Currently there is widespread antagonism generated by the reform proposals which add to the tax burden of wealthy persons in order to pay for the health insurance of the uninsured portion of our population. This negative reaction is intense even though we would all benefit from having every citizen with some form of health insurance. An alternative methodology could be to have a small, tiered co-pay for the patient using health care measures beyond basic primary care. A three-tiered sliding scale could be developed with the co-pay ranging from 1% to 10%. This co-pay would apply to imaging procedures, hospitalizations, surgical procedures, chemotherapy, and other measures.
To be more workable and to generate more saving, this approach would apply to all payment systems including Medicare, Medicaid and private insurance. The extent of health coverage by supplemental insurance would be limited so that the patient makes the co-pay out of pocket. The co-pay percentage calculation would be based on Medicare allowable or on the private insurer’s payment schedule.

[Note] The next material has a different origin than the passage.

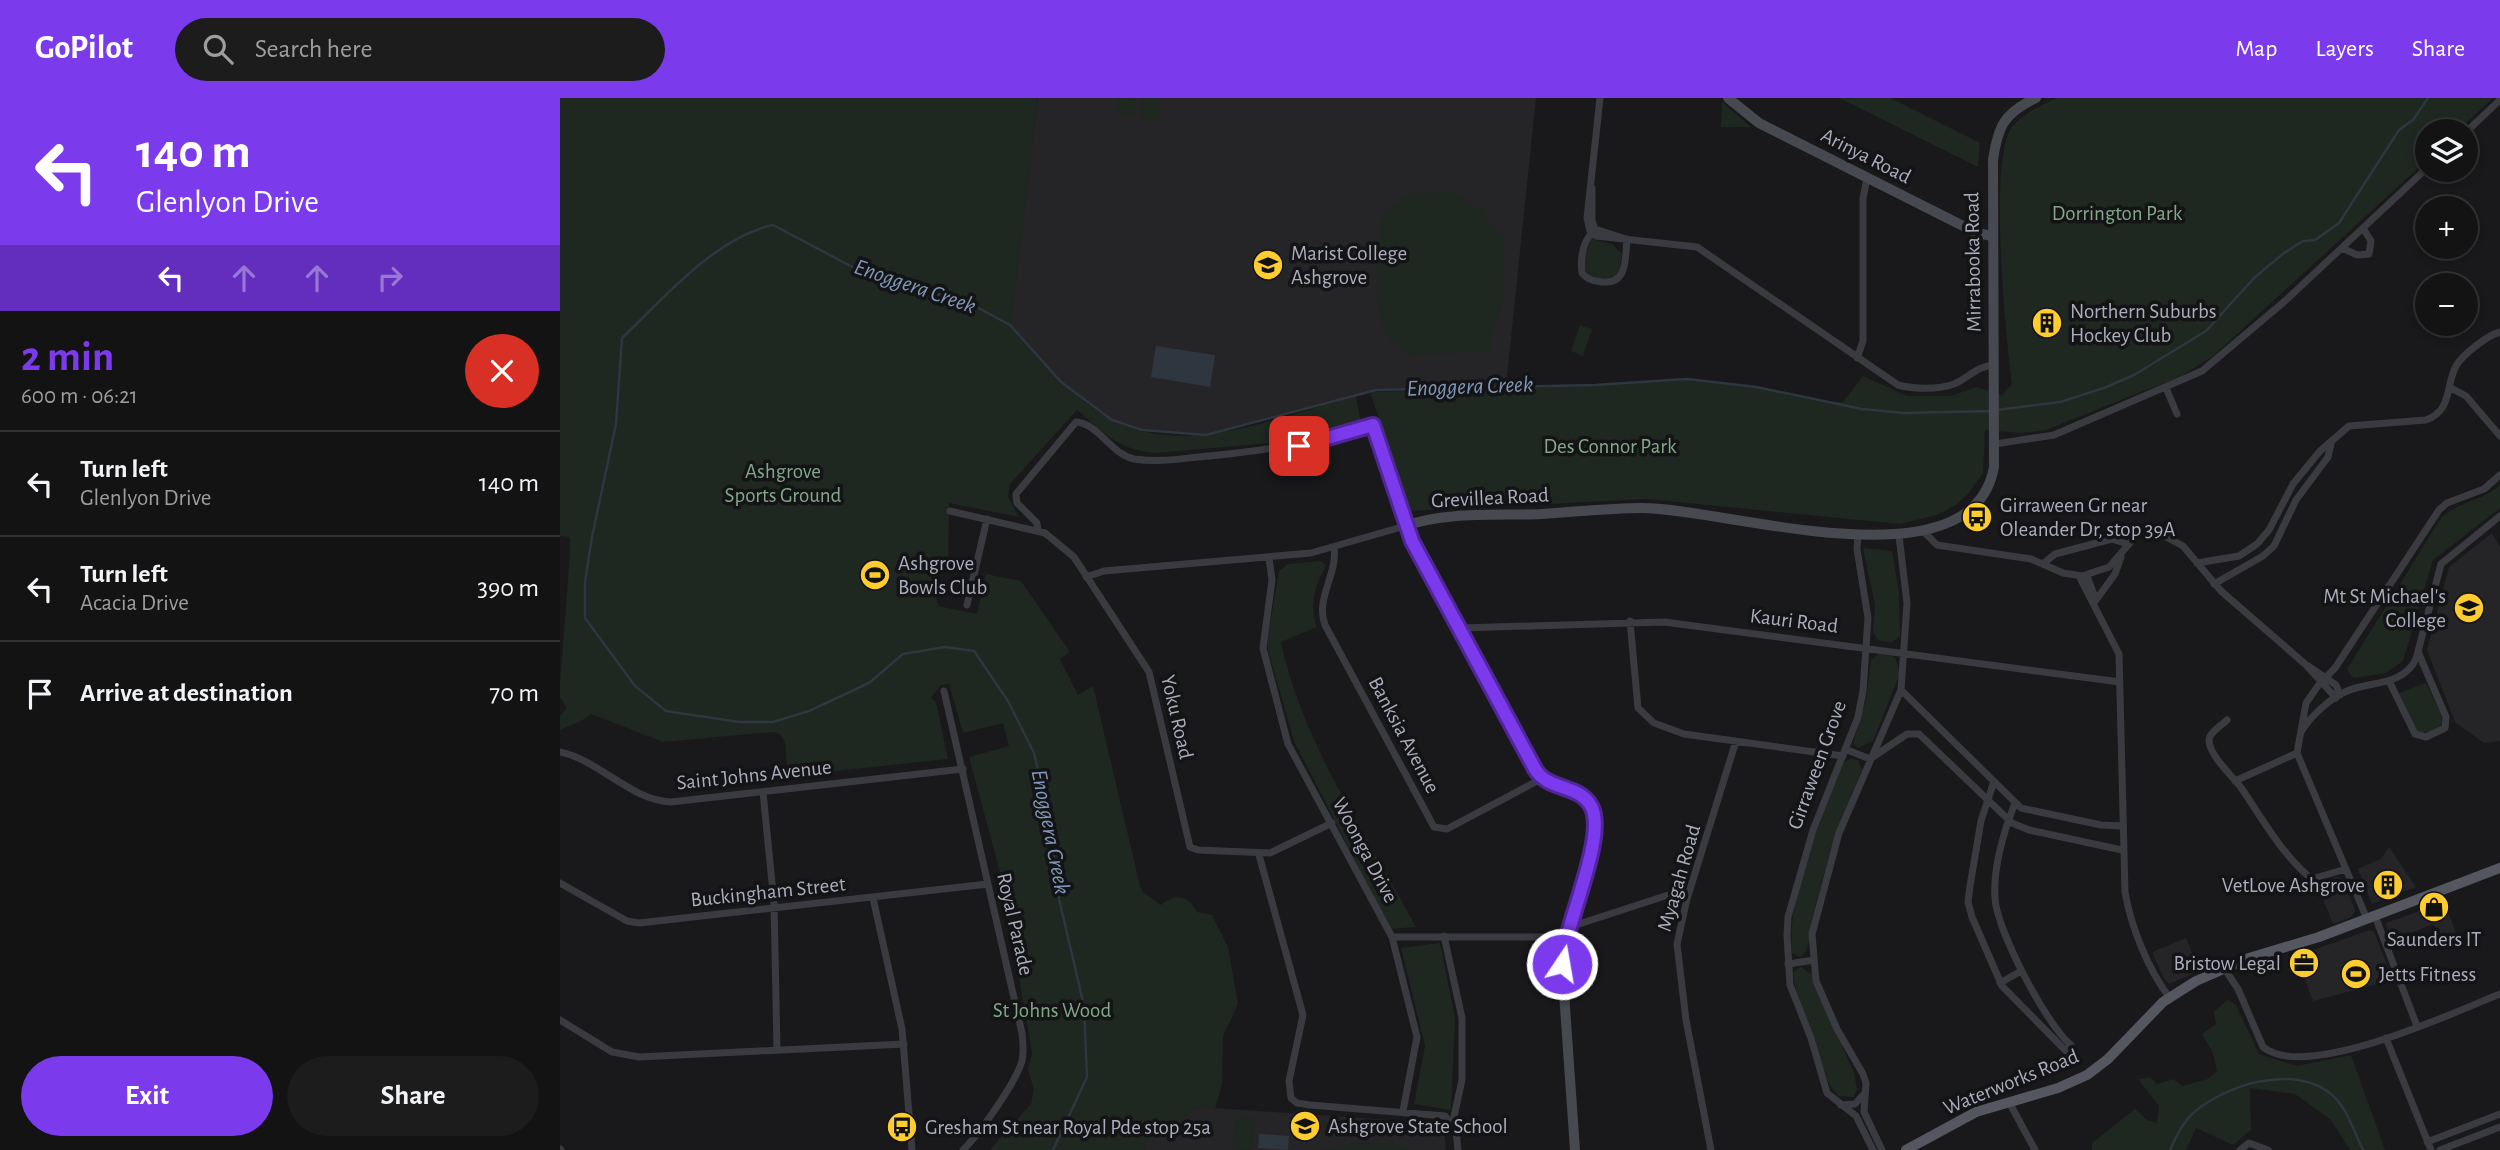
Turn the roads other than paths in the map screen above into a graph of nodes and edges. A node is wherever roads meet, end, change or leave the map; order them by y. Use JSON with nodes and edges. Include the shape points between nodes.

Presently many Medicare patients carry supplemental insurance such that the patients pay nothing themselves, and moreover have no knowledge of the medical costs generated. A benefit of this methodology would be to create transparency such that patients would have knowledge of their own costs for health care. Currently even diligent patient inquiries typically fail to yield accurate information regarding health care costs.
To utilize this approach would have the patient help pay the expenses for themselves rather than some persons having an increase in their taxes. Also, the patient would become aware of and concerned with the costs generated by health care that goes beyond primary care. Such patient responsibilities would provoke discussions between doctors and patients regarding costs, and would in some situations stimulate less expensive avenues for serving medical needs.
Tiered co-pays seem much more compatible with American individualism, which resents limitations imposed by an insurance company or a public agency. Small co-pays would be better tolerated by the public and would lead to a shift away from the entitlement mentality that contributes to progressively increasing health care costs.